[What you are asked to do]
Without including any pictures, give back all of the data exactly.

>>>>>

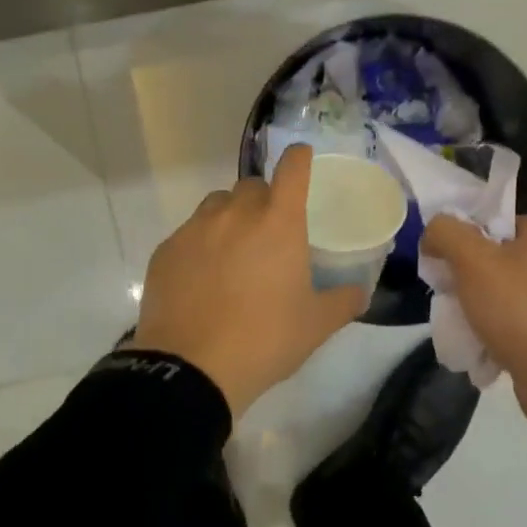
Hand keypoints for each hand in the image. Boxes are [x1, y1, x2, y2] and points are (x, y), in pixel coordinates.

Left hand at [134, 145, 367, 416]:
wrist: (191, 368)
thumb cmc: (264, 340)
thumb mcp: (316, 325)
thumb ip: (343, 302)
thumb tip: (359, 293)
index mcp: (279, 222)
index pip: (292, 168)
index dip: (299, 158)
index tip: (302, 158)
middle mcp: (236, 213)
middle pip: (252, 186)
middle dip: (264, 200)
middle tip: (269, 233)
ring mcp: (196, 228)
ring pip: (217, 205)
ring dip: (230, 218)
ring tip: (233, 254)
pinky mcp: (166, 250)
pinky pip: (189, 233)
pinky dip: (200, 245)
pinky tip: (202, 279)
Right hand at [421, 215, 526, 425]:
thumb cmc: (517, 307)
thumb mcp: (473, 259)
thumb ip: (446, 233)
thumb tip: (432, 234)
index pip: (494, 220)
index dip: (464, 232)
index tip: (442, 254)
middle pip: (493, 259)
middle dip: (465, 275)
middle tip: (444, 291)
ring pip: (499, 295)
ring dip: (475, 308)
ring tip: (455, 323)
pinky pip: (510, 326)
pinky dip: (490, 335)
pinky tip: (473, 346)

<<<<<

[Solution to this problem]
Hand keypoints for each hand in the image. Boxes are [x1, y1, x2, y2] and points are (x, y), in pixel coordinates.

Left hand at [134, 145, 367, 416]:
wrist: (191, 368)
thumb cmc: (264, 340)
thumb mcp: (316, 325)
thumb ip: (343, 302)
thumb tip: (359, 293)
index mcp: (279, 222)
index pip: (292, 168)
index dip: (299, 158)
index tip: (302, 158)
middle mcp: (236, 213)
middle pip: (252, 186)
middle dip: (264, 200)
middle tip: (269, 233)
ring mcp: (196, 228)
ring pip: (217, 205)
ring dip: (230, 218)
ring tip: (233, 254)
pinky mcp: (166, 250)
pinky pip: (189, 233)
pinky dip: (200, 245)
pinky tip: (202, 279)
Right hand at [421, 215, 526, 425]:
thumb cmc: (517, 307)
thumb mcp: (473, 259)
thumb ip: (446, 233)
thumb tip: (432, 234)
index pip: (494, 220)
index dip: (464, 232)
index tip: (442, 254)
middle pip: (493, 259)
middle dip: (465, 275)
middle tip: (444, 291)
ring pip: (499, 295)
ring dip: (475, 308)
ring tip: (455, 323)
pinky pip: (510, 326)
pinky dip: (490, 335)
pinky tip: (473, 346)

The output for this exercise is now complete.